Let’s just pretend for a moment that Planes, Trains and Automobiles never happened.

So here we are, watching Due Date, starring Robert Downey Jr. and Zach Galifianakis and directed by Todd Phillips (The Hangover). We begin with a Peter (RDJ), a buttoned-up, well-off architect who must get across the country in time to see his first child being born. He arrives at the airport and first encounters portly, hippie-ish Ethan (Galifianakis) after a incident involving their two cars. Peter notices Ethan’s rather odd baggage, but continues on, confident that he’ll never see Ethan again.

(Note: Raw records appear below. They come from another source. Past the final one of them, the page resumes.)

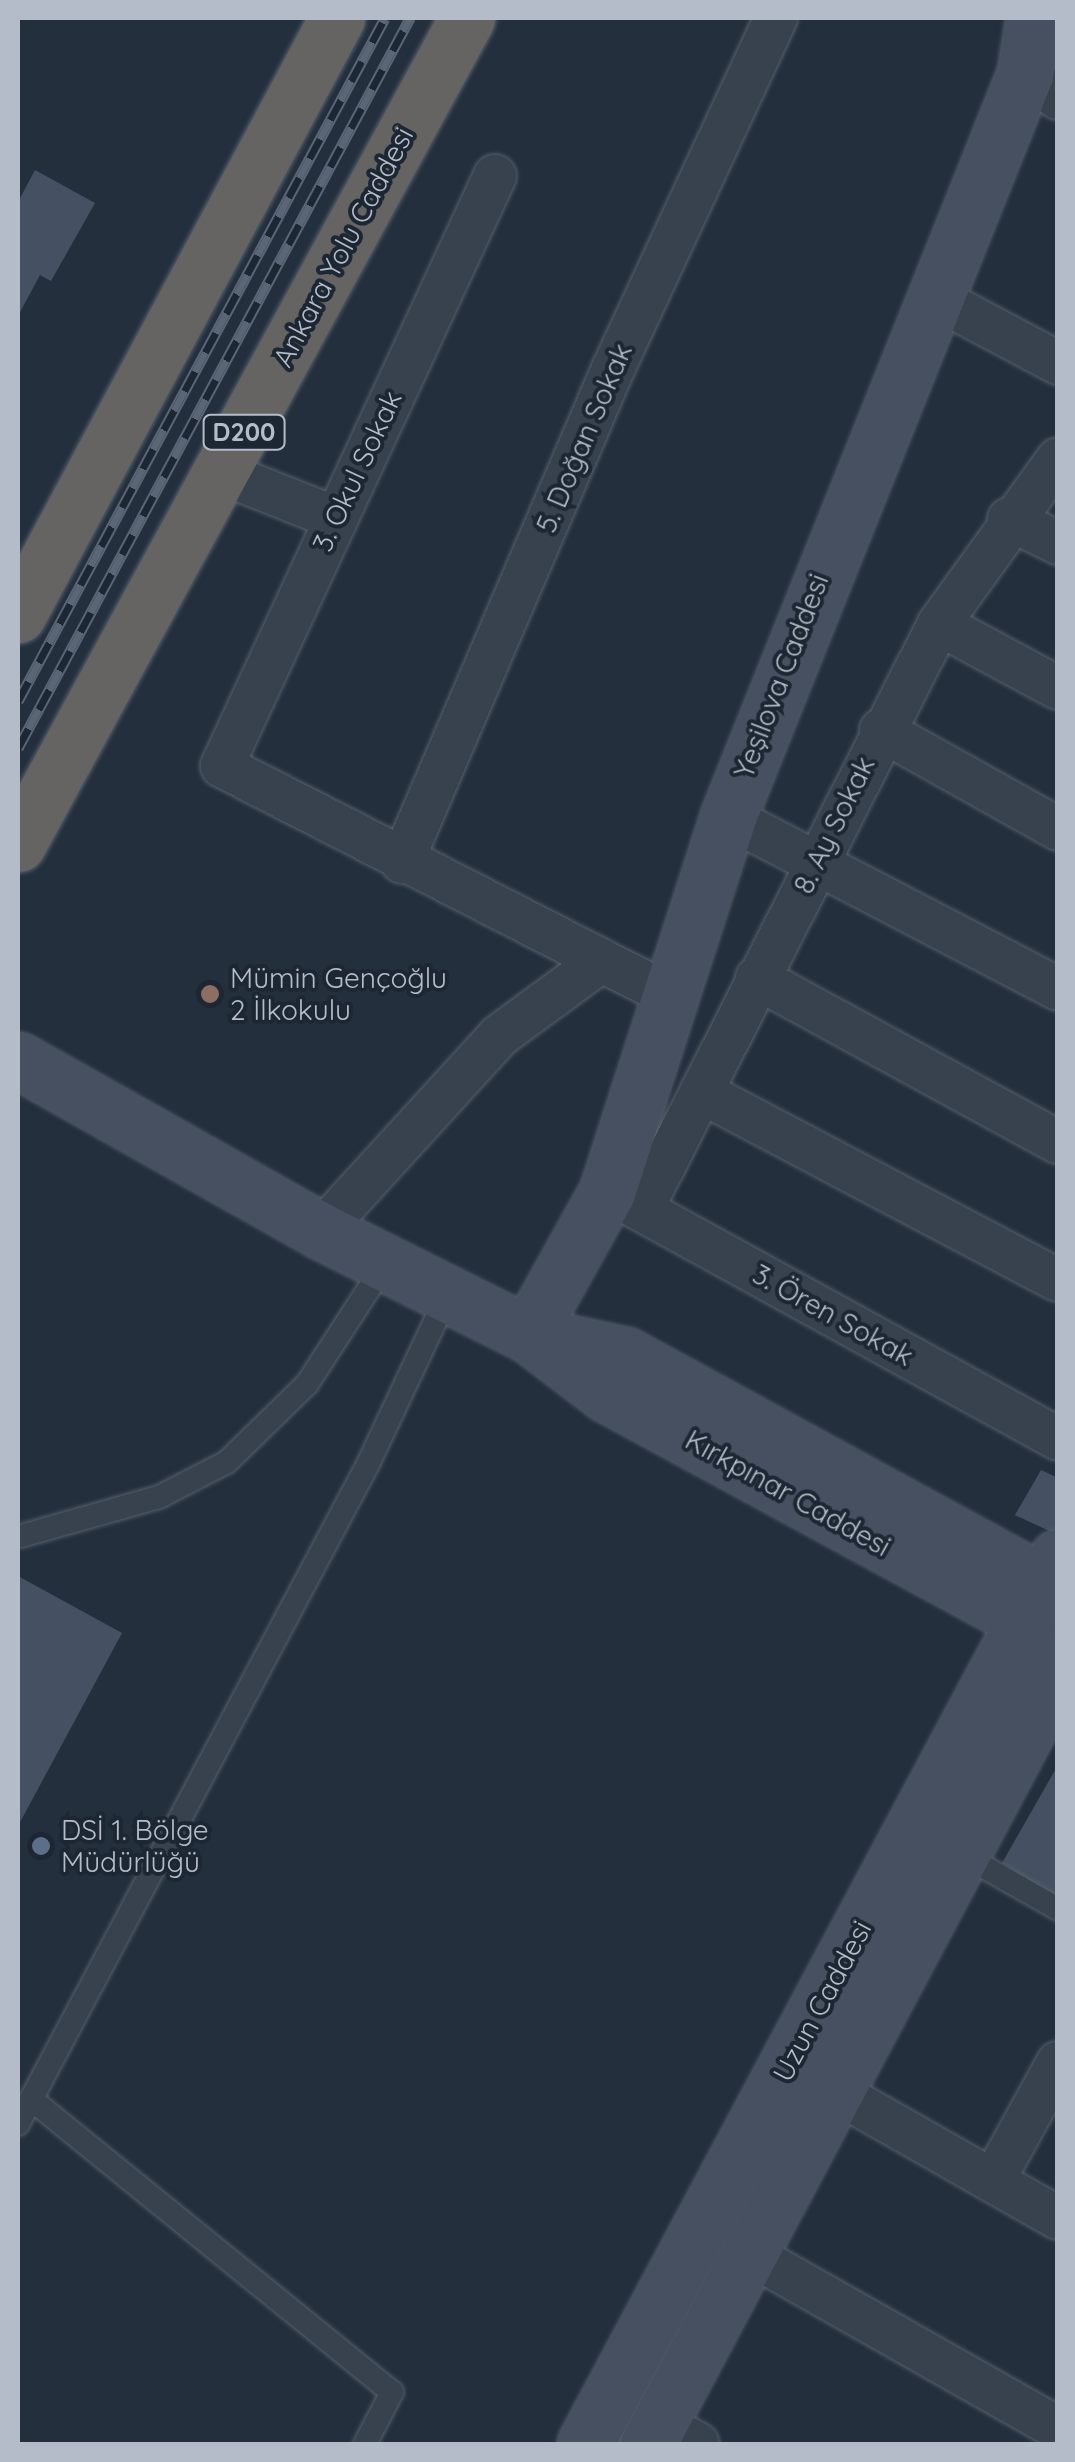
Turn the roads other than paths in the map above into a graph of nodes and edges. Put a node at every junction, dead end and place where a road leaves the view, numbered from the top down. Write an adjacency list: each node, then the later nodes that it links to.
1 (337, 18): 14 (highway)
2 (467, 18): 10 (highway, Ankara Yolu Caddesi / D200)
3 (776, 18): 21 (street, 5. Doğan Sokak)
4 (1034, 18): 5 (main road, Yeşilova Caddesi)
5 (1041, 86): 7 (main road, Yeşilova Caddesi)
6 (496, 176): 11 (street, 3. Okul Sokak)
7 (932, 296): 8 (street); 18 (main road, Yeşilova Caddesi)
8 (1058, 364)
9 (1058, 459): 12 (street, 8. Ay Sokak)
10 (222, 473): 11 (street); 20 (highway, Ankara Yolu Caddesi / D200)
11 (334, 518): 21 (street, 3. Okul Sokak)
12 (1009, 519): 13 (street); 15 (street, 8. Ay Sokak)
13 (1058, 544)
14 (18, 616)
15 (939, 624): 16 (street); 17 (street, 8. Ay Sokak)
16 (1058, 688)
17 (881, 730): 19 (street); 22 (street, 8. Ay Sokak)
18 (728, 816): 22 (street); 26 (main road, Yeşilova Caddesi)
19 (1058, 829)
20 (18, 844)
21 (402, 862): 23 (street)
22 (816, 862): 24 (street, 8. Ay Sokak); 25 (street)
23 (597, 964): 26 (street); 31 (street)
24 (757, 978): 28 (street, 8. Ay Sokak); 29 (street)
25 (1058, 989)
26 (667, 994): 30 (main road, Yeşilova Caddesi)
27 (18, 1060): 31 (main road, Kırkpınar Caddesi)
28 (701, 1092): 30 (street, 8. Ay Sokak); 33 (street)
29 (1058, 1142)
30 (625, 1200): 35 (main road, Yeşilova Caddesi); 36 (street, 3. Ören Sokak)
31 (321, 1231): 32 (main road, Kırkpınar Caddesi)
32 (385, 1264): 34 (main road, Kırkpınar Caddesi); 37 (lane)
33 (1058, 1280)
34 (447, 1296): 35 (main road, Kırkpınar Caddesi); 44 (lane)
35 (528, 1334): 38 (main road, Kırkpınar Caddesi)
36 (1058, 1439)
37 (21, 1536)
38 (1048, 1599): 52 (main road, Uzun Caddesi)
39 (1058, 1672): 40 (main road, Uzun Caddesi)
40 (963, 1855): 41 (lane); 43 (main road, Uzun Caddesi)
41 (1058, 1909)
42 (1058, 2063): 46 (street)
43 (838, 2093): 46 (street); 48 (main road, Uzun Caddesi)
44 (31, 2098): 45 (lane); 51 (lane)
45 (18, 2124)
46 (993, 2181): 47 (street)
47 (1058, 2218)
48 (750, 2254): 49 (street); 50 (main road, Uzun Caddesi)
49 (1058, 2428)
50 (669, 2437)
51 (365, 2444)
52 (585, 2444)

Now we’re on the airplane. Peter is resting in his seat when who should walk in but Ethan, he of the large belly and borderline-insane banter. After a rather over-the-top misunderstanding, the two men get kicked off the plane. Peter then arrives at the rental car lot, only to discover (just as the Avis shuttle bus drives away) that he’s lost his wallet. Up drives Ethan– he’s got a car, and he offers Peter a ride. Peter knows he shouldn’t accept, but he realizes the alternative is that he won’t get to LA, so he hops in for what’s sure to be an interesting road trip.

There. That sounds like a pretty funny premise for a movie, no?

The trouble is, John Hughes did make Planes, Trains and Automobiles. And he did that exact story just about as well as it could be done. Steve Martin and John Candy’s Neal Page and Del Griffith are two of the most iconic characters Hughes ever created (2nd and 3rd only to Ferris Bueller, perhaps?)

But Due Date doesn’t only suffer because of the obvious comparisons to Planes (or even because it’s the much-ballyhooed follow up to Phillips’ hilarious The Hangover from last summer). It suffers because the screenwriters (at last check, there were at least four of them, not counting all the ad-libbing that Galifianakis did) couldn’t decide what kind of film they were making.

There are parts of it that are very funny and very entertaining (mostly involving the slew of ‘cameo’ appearances, including Danny McBride, Juliette Lewis, and Jamie Foxx). There are parts of it that are silly, sophomoric, and just plain ol’ stupid (Ethan’s pre-sleep ‘ritual’ and the dog’s copy-catting). There are parts that are more dark and violent than they needed to be (Peter socking a child, and the ten minutes that begin with the Grand Canyon scene), and unfortunately most of it is so unbelievable (the fact that they survived the car crash, for example) that Due Date will leave you scratching your head more than it will leave you laughing.

We know that RDJ and Galifianakis both have heaps of talent, and they don’t disprove that here, but I can’t help thinking what they could have done with fresher material.

Over the course of its 100 minutes, Due Date references Forrest Gump, The Godfather, and Two and a Half Men (the last of which earns some of the biggest laughs of the movie). It’s the most obvious reference, though, that’s the problem here.

Fortunately it’s been 23 years since Planes, Trains & Automobiles, so the same people who didn’t know there was a first Wall Street, may actually be just fine with Due Date. The rest of us may feel a little like our hand is stuck between two pillows.